------ Data for processing

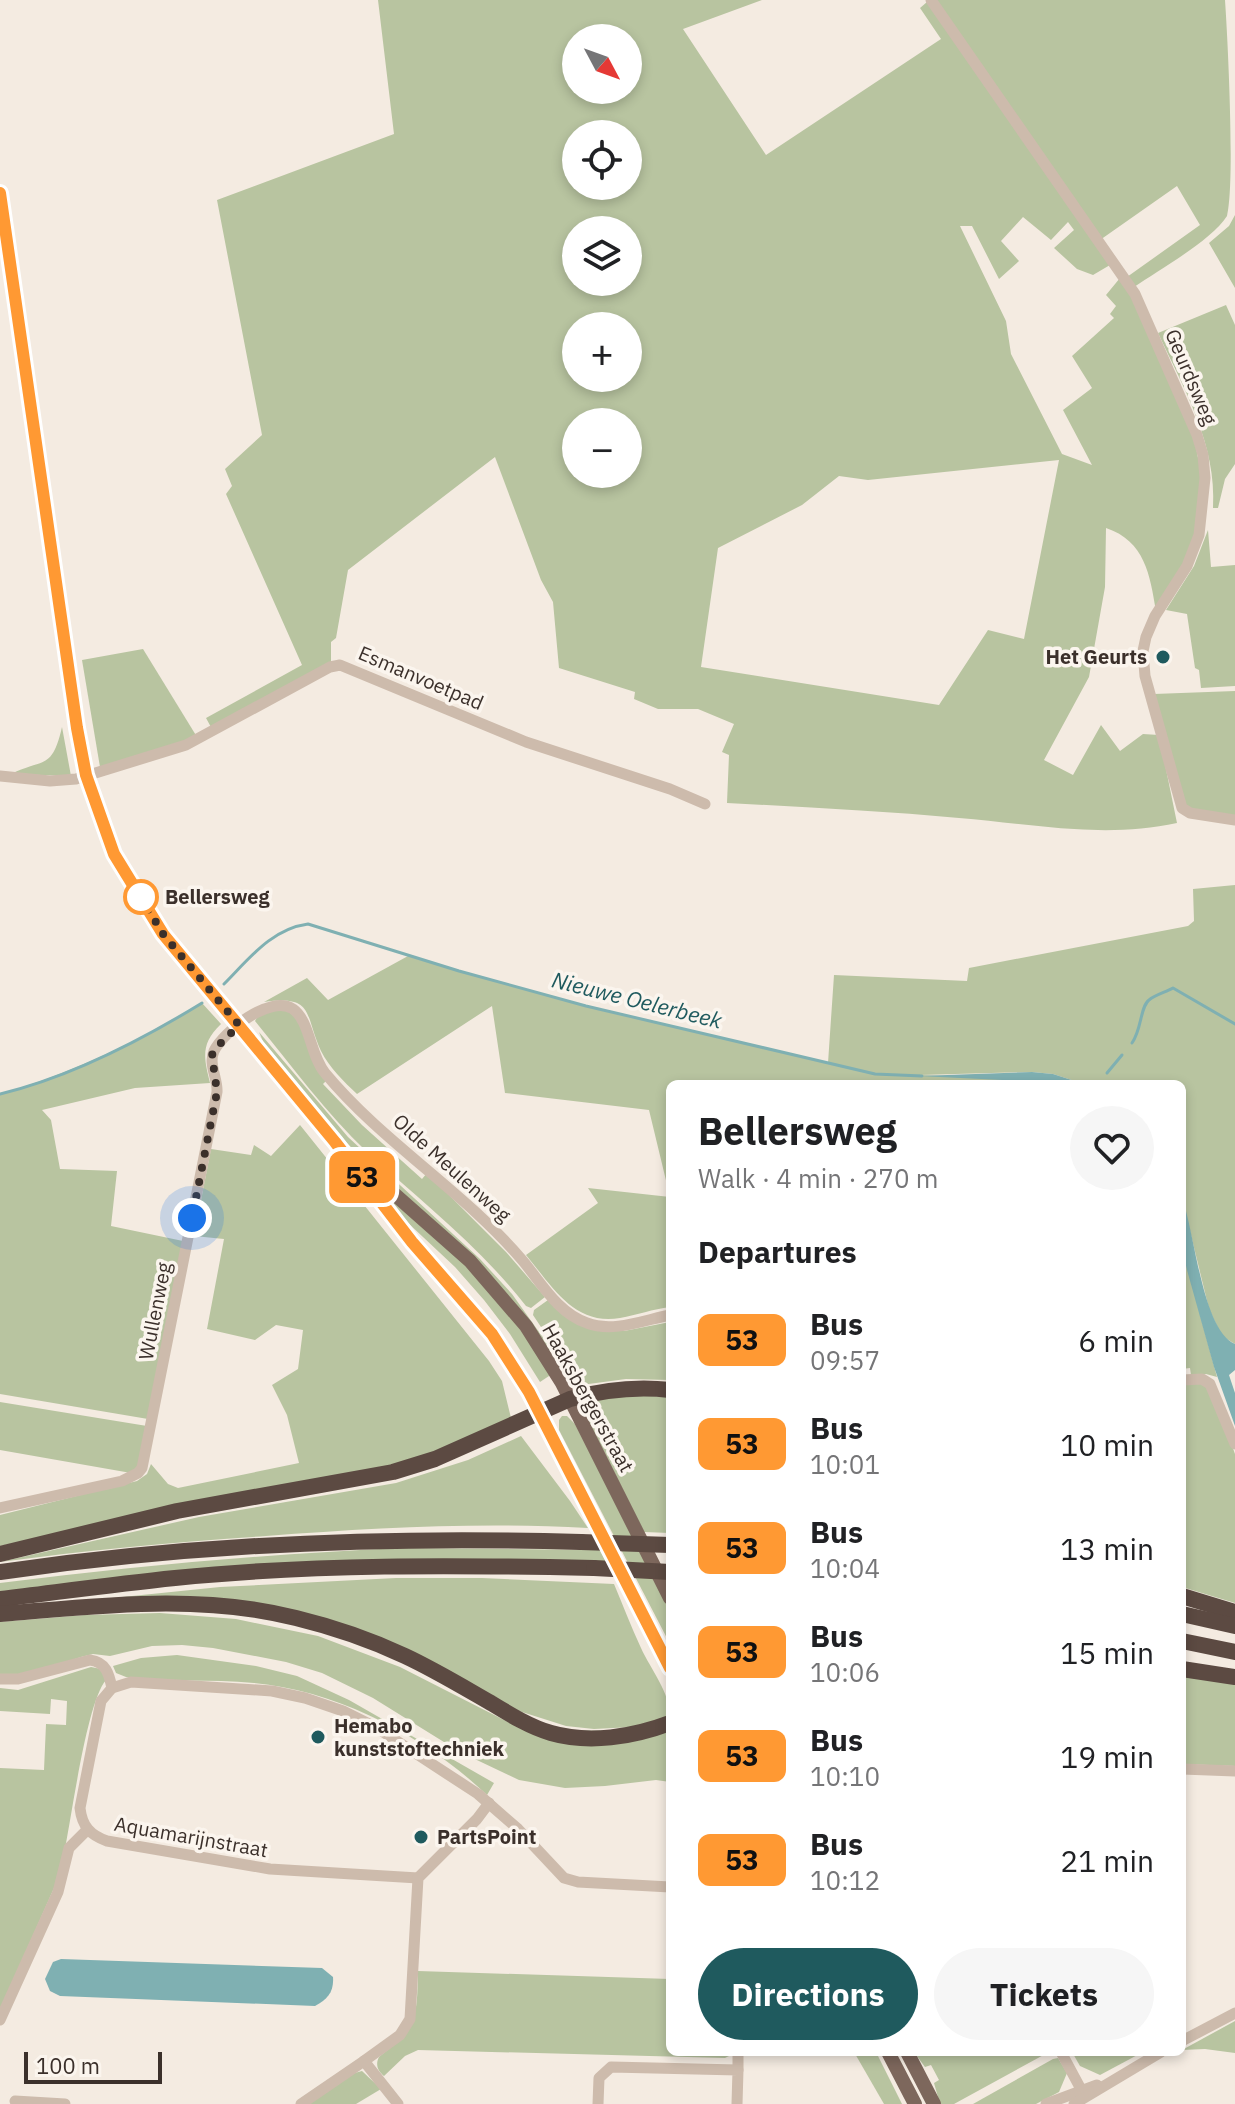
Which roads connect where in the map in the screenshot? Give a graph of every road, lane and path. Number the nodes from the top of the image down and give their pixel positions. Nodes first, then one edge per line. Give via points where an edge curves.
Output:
1 (931, 0) edge
2 (0, 193) edge
3 (86, 775) junction
4 (0, 776) edge
5 (705, 804) dead end
6 (1235, 820) edge
7 (239, 1025) junction
8 (335, 1142) junction
9 (666, 1316) edge
10 (1186, 1380) edge
11 (666, 1390) edge
12 (570, 1399) junction
13 (539, 1412) junction
14 (1235, 1444) edge
15 (0, 1508) edge
16 (666, 1545) edge
17 (0, 1554) edge
18 (0, 1572) edge
19 (666, 1572) edge
20 (666, 1590) edge
21 (1186, 1597) edge
22 (0, 1599) edge
23 (1235, 1612) edge
24 (0, 1614) edge
25 (1186, 1615) edge
26 (1235, 1626) edge
27 (1186, 1642) edge
28 (1235, 1652) edge
29 (666, 1660) edge
30 (1186, 1670) edge
31 (1235, 1677) edge
32 (0, 1679) edge
33 (112, 1688) junction
34 (666, 1724) edge
35 (1186, 1769) edge
36 (1235, 1771) edge
37 (489, 1803) junction
38 (87, 1830) junction
39 (418, 1878) junction
40 (666, 1887) edge
41 (1235, 2013) edge
42 (0, 2020) edge
43 (1186, 2039) edge
44 (738, 2056) edge
45 (883, 2056) edge
46 (890, 2056) edge
47 (909, 2056) edge
48 (1063, 2056) edge
49 (1154, 2056) edge
50 (364, 2061) junction
51 (738, 2070) junction
52 (1085, 2097) edge
53 (15, 2101) dead end
54 (65, 2104) edge
55 (301, 2104) edge
56 (398, 2104) edge
57 (598, 2104) edge
58 (737, 2104) edge
59 (907, 2104) edge
60 (915, 2104) edge
61 (934, 2104) edge
62 (1046, 2104) edge
63 (1074, 2104) edge

1 - 6 street, Geurdsweg via 1135,294 1192,420 1205,478 1199,535 1151,626 1143,651 1145,676 1182,808
2 - 3 main road, Haaksbergerstraat
3 - 4 street via 50,781
3 - 5 street, Esmanvoetpad via 195,742 340,665 526,742
3 - 7 main road, Haaksbergerstraat via 114,854 163,934
7 - 8 main road, Haaksbergerstraat
7 - 9 street, Olde Meulenweg via 263,1007 292,1009 326,1074 501,1236 567,1313 604,1327
7 - 15 street, Wullenweg via 212,1055 217,1092 142,1468 122,1481
8 - 12 main road, Haaksbergerstraat via 491,1283 526,1326
8 - 13 main road, Haaksbergerstraat via 412,1242 485,1324
10 - 14 street via 1210,1384
11 - 12 highway via 631,1388
12 - 13 highway
12 - 20 main road, Haaksbergerstraat
13 - 17 highway via 393,1472 177,1511
13 - 29 main road, Haaksbergerstraat
16 - 18 highway, bridge via 311,1543
19 - 22 highway, bridge via 467,1565 281,1571
21 - 23 highway
24 - 34 highway via 156,1602 255,1609 347,1633 406,1657 550,1733 629,1736
25 - 26 highway
27 - 28 highway
30 - 31 highway
32 - 33 street via 90,1660 105,1666
33 - 37 street via 131,1682 244,1688 325,1703 369,1724
33 - 38 street, Aquamarijnstraat via 99,1707 80,1808
35 - 36 street
37 - 39 street
37 - 40 street via 564,1878
38 - 39 street, Aquamarijnstraat via 107,1841 270,1869
38 - 42 street via 69,1848 58,1892
39 - 50 street via 410,2019 400,2035
41 - 43 street
44 - 51 street
45 - 59 main road
46 - 60 main road
47 - 61 main road
48 - 52 street
49 - 52 street
50 - 55 street
50 - 56 street
51 - 57 street via 611,2067 599,2078
51 - 58 street
52 - 62 street
52 - 63 street
53 - 54 street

------------

**Exercise aim:** Show the lines where the word "main" appears in the entries.

**Solution to the exercise:**
2 - 3 main road, Haaksbergerstraat
3 - 7 main road, Haaksbergerstraat via 114,854 163,934
7 - 8 main road, Haaksbergerstraat
8 - 12 main road, Haaksbergerstraat via 491,1283 526,1326
8 - 13 main road, Haaksbergerstraat via 412,1242 485,1324
12 - 20 main road, Haaksbergerstraat
13 - 29 main road, Haaksbergerstraat
45 - 59 main road
46 - 60 main road
47 - 61 main road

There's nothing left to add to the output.